▶ _REQUIRED WORK_: Print the listing below word for word, but drop any pictures it contains.

........

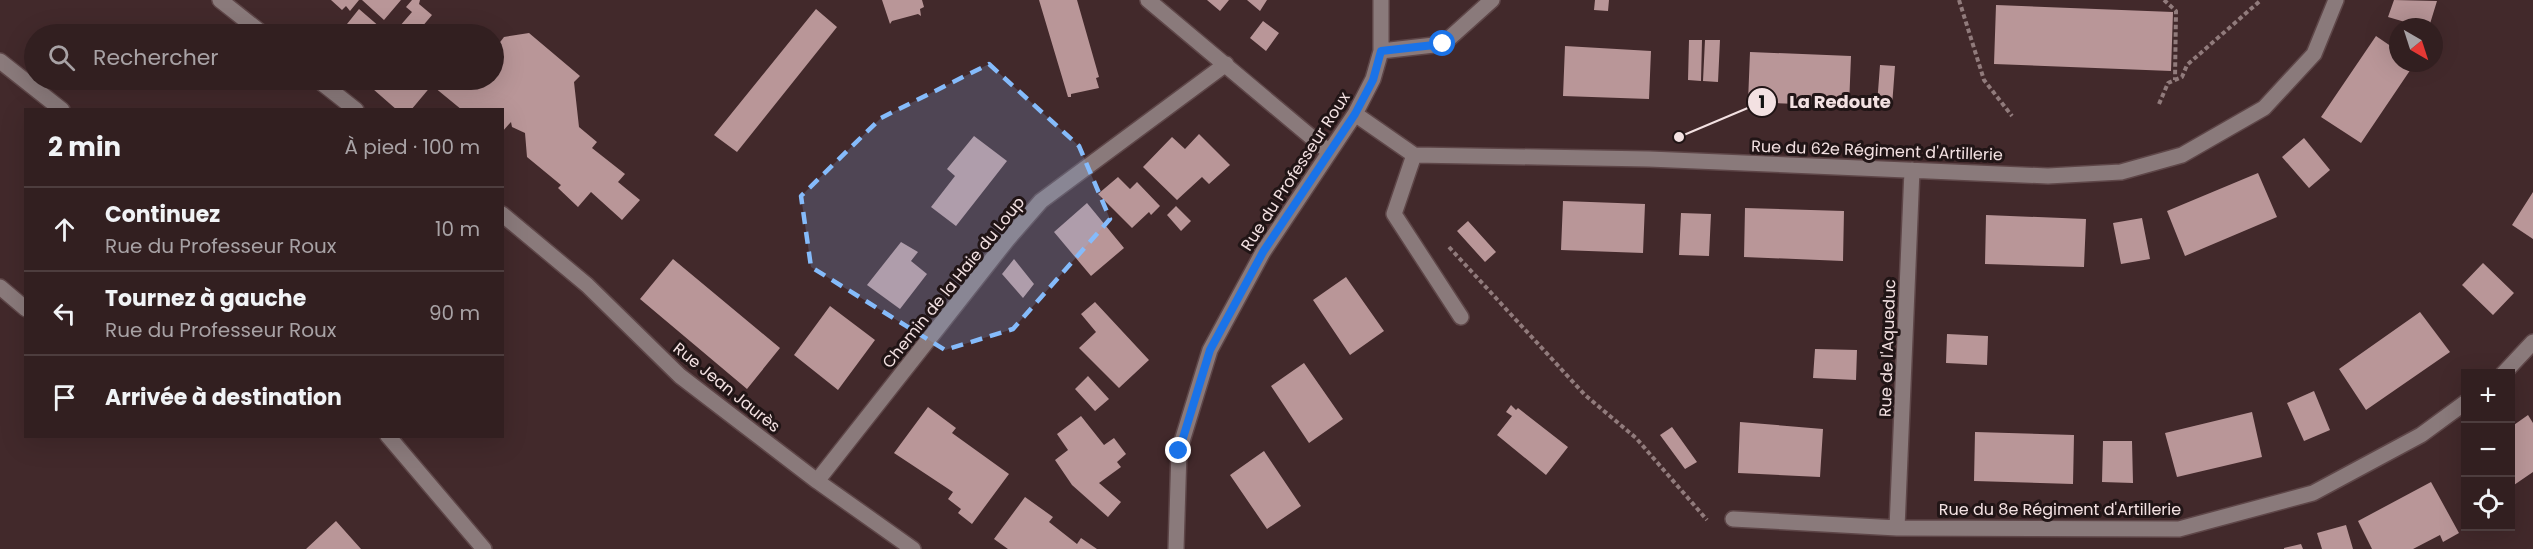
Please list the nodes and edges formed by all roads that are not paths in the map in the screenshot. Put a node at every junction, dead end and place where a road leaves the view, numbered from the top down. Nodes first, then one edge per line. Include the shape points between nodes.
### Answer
1 (220, 0) edge
2 (1148, 0) edge
3 (1381, 0) edge
4 (1492, 0) edge
5 (2336, 0) edge
6 (250, 24) edge
7 (1381, 51) junction
8 (0, 61) edge
9 (1226, 64) junction
10 (24, 80) edge
11 (37, 90) edge
12 (331, 90) edge
13 (59, 108) edge
14 (353, 108) edge
15 (1355, 114) junction
16 (1329, 152) junction
17 (1414, 155) junction
18 (1912, 170) junction
19 (504, 216) edge
20 (0, 287) edge
21 (24, 307) edge
22 (1461, 317) dead end
23 (2533, 342) edge
24 (2508, 369) edge
25 (2461, 406) edge
26 (390, 438) edge
27 (817, 481) junction
28 (1733, 519) dead end
29 (1897, 528) junction
30 (484, 549) edge
31 (913, 549) edge
32 (1176, 549) edge

1 - 6 street
2 - 9 street
3 - 7 street, Rue du Professeur Roux
4 - 7 street via 1443,44
5 - 18 street, Rue du 62e Régiment d'Artillerie via 2314,54 2264,108 2182,155 2121,172 2048,176
7 - 15 street, Rue du Professeur Roux via 1373,80
8 - 10 street
9 - 16 street
9 - 27 street, Chemin de la Haie du Loup via 1041,201
11 - 13 street
12 - 14 street
15 - 16 street, Rue du Professeur Roux
15 - 17 street
16 - 32 street, Rue du Professeur Roux via 1263,252 1210,350 1179,451
17 - 18 street, Rue du 62e Régiment d'Artillerie via 1649,159
17 - 22 street via 1394,214
18 - 29 street, Rue de l'Aqueduc
19 - 27 street, Rue Jean Jaurès via 587,285 680,376
20 - 21 street
23 - 24 street
25 - 29 street, Rue du 8e Régiment d'Artillerie via 2421,435 2313,493 2179,529
26 - 30 street
27 - 31 street, Rue Jean Jaurès
28 - 29 street, Rue du 8e Régiment d'Artillerie

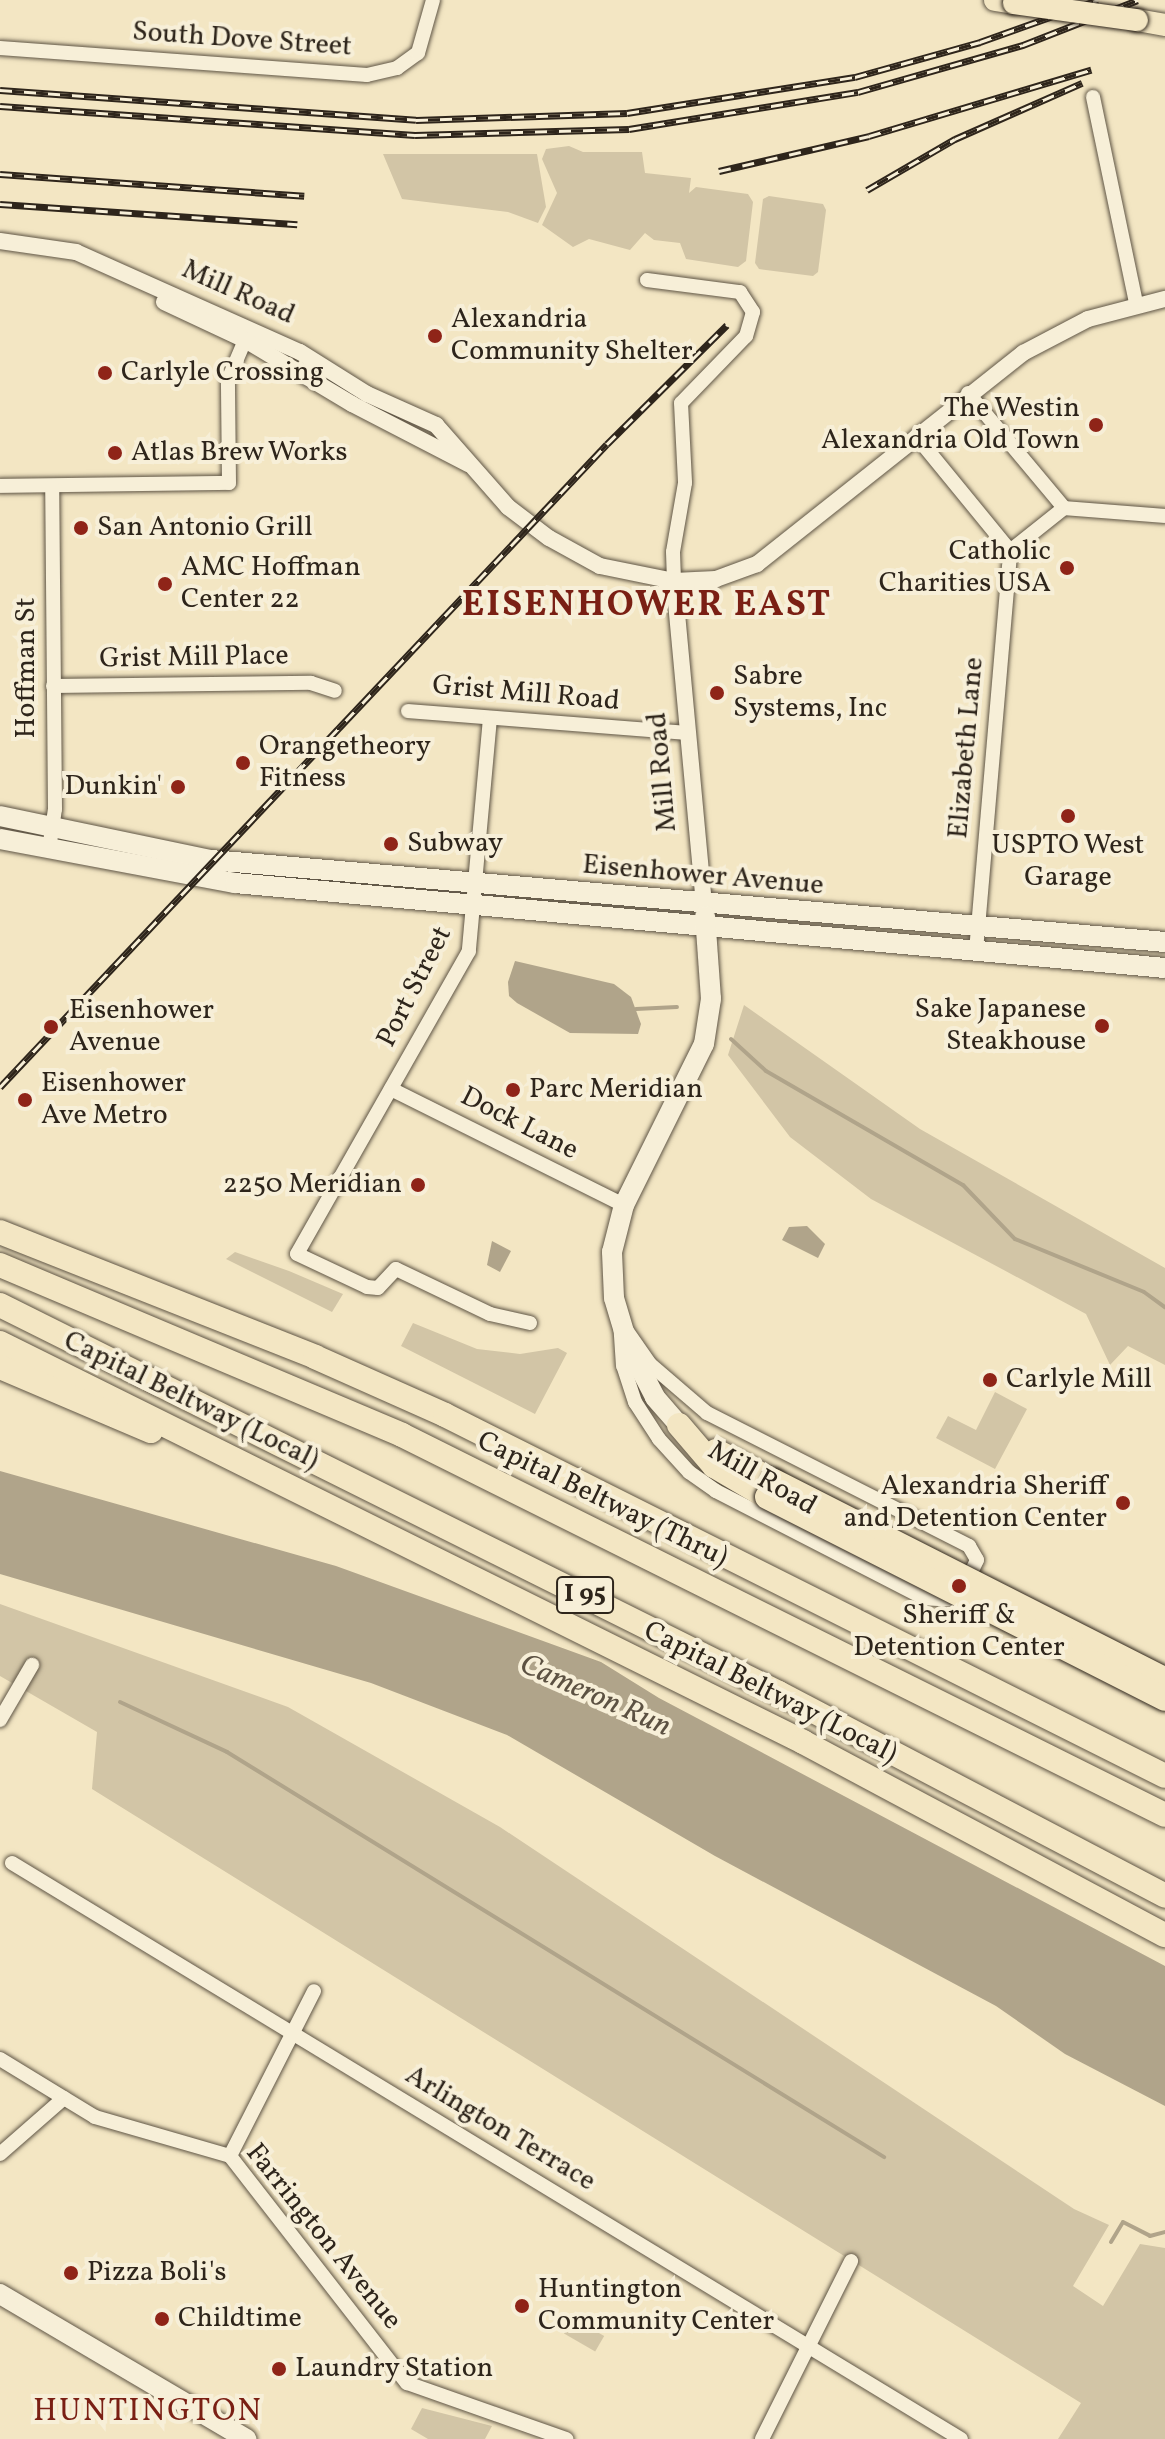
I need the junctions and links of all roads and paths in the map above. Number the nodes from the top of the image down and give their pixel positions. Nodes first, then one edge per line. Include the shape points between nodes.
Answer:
1 (433, 0) edge
2 (1005, 1) edge
3 (1165, 25) edge
4 (0, 48) edge
5 (1093, 97) dead end
6 (0, 241) edge
7 (0, 251) edge
8 (647, 280) dead end
9 (1165, 299) edge
10 (1136, 303) junction
11 (247, 334) junction
12 (968, 393) junction
13 (916, 436) junction
14 (0, 486) edge
15 (52, 486) junction
16 (1064, 508) junction
17 (1165, 516) edge
18 (1010, 551) junction
19 (674, 581) junction
20 (53, 686) junction
21 (335, 691) dead end
22 (408, 711) dead end
23 (490, 718) junction
24 (687, 733) junction
25 (0, 816) edge
26 (53, 827) junction
27 (0, 839) edge
28 (49, 849) junction
29 (476, 883) junction
30 (476, 905) junction
31 (704, 905) junction
32 (707, 927) junction
33 (977, 929) junction
34 (1165, 942) edge
35 (976, 951) junction
36 (1165, 968) edge
37 (391, 1089) junction
38 (624, 1205) junction
39 (0, 1232) edge
40 (0, 1265) edge
41 (0, 1305) edge
42 (620, 1321) junction
43 (530, 1323) dead end
44 (0, 1343) edge
45 (0, 1367) edge
46 (679, 1425) joint
47 (771, 1489) junction
48 (306, 1491) junction
49 (32, 1665) dead end
50 (1165, 1679) edge
51 (1165, 1699) edge
52 (0, 1720) edge
53 (1165, 1776) edge
54 (1165, 1818) edge
55 (12, 1863) dead end
56 (1165, 1896) edge
57 (1165, 1935) edge
58 (314, 1991) dead end
59 (292, 2034) junction
60 (0, 2059) edge
61 (64, 2098) junction
62 (0, 2154) edge
63 (230, 2156) junction
64 (851, 2261) dead end
65 (0, 2294) edge
66 (808, 2347) junction
67 (246, 2439) edge
68 (566, 2439) edge
69 (762, 2439) edge
70 (961, 2439) edge

1 - 4 street, South Dove Street via 418,53 397,68 367,75
2 - 3 main road, bridge
5 - 10 street
6 - 11 street, Mill Road via 76,252
7 - 11 street, Mill Road via 72,262
8 - 19 street via 740,292 753,312 746,336 681,403 685,483 673,552
9 - 10 street
10 - 12 street via 1047,338
11 - 15 street via 228,380 229,483
11 - 19 street, Mill Road via 352,404 471,465 519,517 580,557 619,572
12 - 13 street
12 - 16 street
13 - 18 street
13 - 19 street via 776,551 734,573
14 - 15 street
15 - 20 street, Hoffman St
16 - 17 street
16 - 18 street
18 - 33 street, Elizabeth Lane
19 - 24 street, Mill Road
20 - 21 street, Grist Mill Place via 311,683
20 - 26 street, Hoffman St
22 - 23 street, Grist Mill Road
23 - 24 street, Grist Mill Road
23 - 29 street, Port Street
24 - 31 street, Mill Road
25 - 26 main road, Eisenhower Avenue
26 - 28 street, Hoffman St
26 - 29 main road, Eisenhower Avenue via 211,860
27 - 28 main road, Eisenhower Avenue
28 - 30 main road, Eisenhower Avenue via 235,883
29 - 30 street, Port Street
29 - 31 main road, Eisenhower Avenue
30 - 32 main road, Eisenhower Avenue
30 - 37 street, Port Street via 469,951
31 - 32 main road, Mill Road
31 - 33 main road, Eisenhower Avenue
32 - 35 main road, Eisenhower Avenue
32 - 38 main road, Mill Road via 711,999 704,1044
33 - 34 main road, Eisenhower Avenue
33 - 35 street, Elizabeth Lane
35 - 36 main road, Eisenhower Avenue
37 - 38 street, Dock Lane
37 - 43 street, Port Street via 297,1254 367,1287 378,1288 396,1269 490,1314
38 - 42 main road, Mill Road via 611,1267
39 - 53 highway via 315,1357 445,1415
40 - 54 highway, Capital Beltway (Thru) / I 95 via 402,1435
41 - 56 highway, I 95 via 751,1679
42 - 42 street, Mill Road via 623,1366 635,1402 689,1472 725,1496 924,1598 958,1600 977,1560 969,1546 707,1413 650,1364
42 - 46 main road, Mill Road via 645,1381
44 - 48 highway, Capital Beltway (Local) / I 95
45 - 48 highway
46 - 47 highway via 714,1466
47 - 50 highway, bridge
47 - 51 highway, bridge
48 - 57 highway, Capital Beltway (Local) / I 95 via 803,1742
49 - 52 street
55 - 59 street, Arlington Terrace
58 - 59 street
59 - 63 street
59 - 66 street, Arlington Terrace
60 - 61 street, Farrington Avenue
61 - 62 street
61 - 63 street, Farrington Avenue via 95,2117
63 - 68 street, Farrington Avenue via 407,2383
64 - 66 street
65 - 67 main road
66 - 69 street
66 - 70 street, Arlington Terrace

........

▶ _REPLY TO THE EXERCISE_:
Please list the nodes and edges formed by all roads that are not paths in the map in the screenshot. Put a node at every junction, dead end and place where a road leaves the view, numbered from the top down. Nodes first, then one edge per line. Include the shape points between nodes.
### Answer
1 (220, 0) edge
2 (1148, 0) edge
3 (1381, 0) edge
4 (1492, 0) edge
5 (2336, 0) edge
6 (250, 24) edge
7 (1381, 51) junction
8 (0, 61) edge
9 (1226, 64) junction
10 (24, 80) edge
11 (37, 90) edge
12 (331, 90) edge
13 (59, 108) edge
14 (353, 108) edge
15 (1355, 114) junction
16 (1329, 152) junction
17 (1414, 155) junction
18 (1912, 170) junction
19 (504, 216) edge
20 (0, 287) edge
21 (24, 307) edge
22 (1461, 317) dead end
23 (2533, 342) edge
24 (2508, 369) edge
25 (2461, 406) edge
26 (390, 438) edge
27 (817, 481) junction
28 (1733, 519) dead end
29 (1897, 528) junction
30 (484, 549) edge
31 (913, 549) edge
32 (1176, 549) edge

1 - 6 street
2 - 9 street
3 - 7 street, Rue du Professeur Roux
4 - 7 street via 1443,44
5 - 18 street, Rue du 62e Régiment d'Artillerie via 2314,54 2264,108 2182,155 2121,172 2048,176
7 - 15 street, Rue du Professeur Roux via 1373,80
8 - 10 street
9 - 16 street
9 - 27 street, Chemin de la Haie du Loup via 1041,201
11 - 13 street
12 - 14 street
15 - 16 street, Rue du Professeur Roux
15 - 17 street
16 - 32 street, Rue du Professeur Roux via 1263,252 1210,350 1179,451
17 - 18 street, Rue du 62e Régiment d'Artillerie via 1649,159
17 - 22 street via 1394,214
18 - 29 street, Rue de l'Aqueduc
19 - 27 street, Rue Jean Jaurès via 587,285 680,376
20 - 21 street
23 - 24 street
25 - 29 street, Rue du 8e Régiment d'Artillerie via 2421,435 2313,493 2179,529
26 - 30 street
27 - 31 street, Rue Jean Jaurès
28 - 29 street, Rue du 8e Régiment d'Artillerie

I need the junctions and links of all roads and paths in the map above. Number the nodes from the top of the image down and give their pixel positions. Nodes first, then one edge per line. Include the shape points between nodes.
Answer:
1 (433, 0) edge
2 (1005, 1) edge
3 (1165, 25) edge
4 (0, 48) edge
5 (1093, 97) dead end
6 (0, 241) edge
7 (0, 251) edge
8 (647, 280) dead end
9 (1165, 299) edge
10 (1136, 303) junction
11 (247, 334) junction
12 (968, 393) junction
13 (916, 436) junction
14 (0, 486) edge
15 (52, 486) junction
16 (1064, 508) junction
17 (1165, 516) edge
18 (1010, 551) junction
19 (674, 581) junction
20 (53, 686) junction
21 (335, 691) dead end
22 (408, 711) dead end
23 (490, 718) junction
24 (687, 733) junction
25 (0, 816) edge
26 (53, 827) junction
27 (0, 839) edge
28 (49, 849) junction
29 (476, 883) junction
30 (476, 905) junction
31 (704, 905) junction
32 (707, 927) junction
33 (977, 929) junction
34 (1165, 942) edge
35 (976, 951) junction
36 (1165, 968) edge
37 (391, 1089) junction
38 (624, 1205) junction
39 (0, 1232) edge
40 (0, 1265) edge
41 (0, 1305) edge
42 (620, 1321) junction
43 (530, 1323) dead end
44 (0, 1343) edge
45 (0, 1367) edge
46 (679, 1425) joint
47 (771, 1489) junction
48 (306, 1491) junction
49 (32, 1665) dead end
50 (1165, 1679) edge
51 (1165, 1699) edge
52 (0, 1720) edge
53 (1165, 1776) edge
54 (1165, 1818) edge
55 (12, 1863) dead end
56 (1165, 1896) edge
57 (1165, 1935) edge
58 (314, 1991) dead end
59 (292, 2034) junction
60 (0, 2059) edge
61 (64, 2098) junction
62 (0, 2154) edge
63 (230, 2156) junction
64 (851, 2261) dead end
65 (0, 2294) edge
66 (808, 2347) junction
67 (246, 2439) edge
68 (566, 2439) edge
69 (762, 2439) edge
70 (961, 2439) edge

1 - 4 street, South Dove Street via 418,53 397,68 367,75
2 - 3 main road, bridge
5 - 10 street
6 - 11 street, Mill Road via 76,252
7 - 11 street, Mill Road via 72,262
8 - 19 street via 740,292 753,312 746,336 681,403 685,483 673,552
9 - 10 street
10 - 12 street via 1047,338
11 - 15 street via 228,380 229,483
11 - 19 street, Mill Road via 352,404 471,465 519,517 580,557 619,572
12 - 13 street
12 - 16 street
13 - 18 street
13 - 19 street via 776,551 734,573
14 - 15 street
15 - 20 street, Hoffman St
16 - 17 street
16 - 18 street
18 - 33 street, Elizabeth Lane
19 - 24 street, Mill Road
20 - 21 street, Grist Mill Place via 311,683
20 - 26 street, Hoffman St
22 - 23 street, Grist Mill Road
23 - 24 street, Grist Mill Road
23 - 29 street, Port Street
24 - 31 street, Mill Road
25 - 26 main road, Eisenhower Avenue
26 - 28 street, Hoffman St
26 - 29 main road, Eisenhower Avenue via 211,860
27 - 28 main road, Eisenhower Avenue
28 - 30 main road, Eisenhower Avenue via 235,883
29 - 30 street, Port Street
29 - 31 main road, Eisenhower Avenue
30 - 32 main road, Eisenhower Avenue
30 - 37 street, Port Street via 469,951
31 - 32 main road, Mill Road
31 - 33 main road, Eisenhower Avenue
32 - 35 main road, Eisenhower Avenue
32 - 38 main road, Mill Road via 711,999 704,1044
33 - 34 main road, Eisenhower Avenue
33 - 35 street, Elizabeth Lane
35 - 36 main road, Eisenhower Avenue
37 - 38 street, Dock Lane
37 - 43 street, Port Street via 297,1254 367,1287 378,1288 396,1269 490,1314
38 - 42 main road, Mill Road via 611,1267
39 - 53 highway via 315,1357 445,1415
40 - 54 highway, Capital Beltway (Thru) / I 95 via 402,1435
41 - 56 highway, I 95 via 751,1679
42 - 42 street, Mill Road via 623,1366 635,1402 689,1472 725,1496 924,1598 958,1600 977,1560 969,1546 707,1413 650,1364
42 - 46 main road, Mill Road via 645,1381
44 - 48 highway, Capital Beltway (Local) / I 95
45 - 48 highway
46 - 47 highway via 714,1466
47 - 50 highway, bridge
47 - 51 highway, bridge
48 - 57 highway, Capital Beltway (Local) / I 95 via 803,1742
49 - 52 street
55 - 59 street, Arlington Terrace
58 - 59 street
59 - 63 street
59 - 66 street, Arlington Terrace
60 - 61 street, Farrington Avenue
61 - 62 street
61 - 63 street, Farrington Avenue via 95,2117
63 - 68 street, Farrington Avenue via 407,2383
64 - 66 street
65 - 67 main road
66 - 69 street
66 - 70 street, Arlington Terrace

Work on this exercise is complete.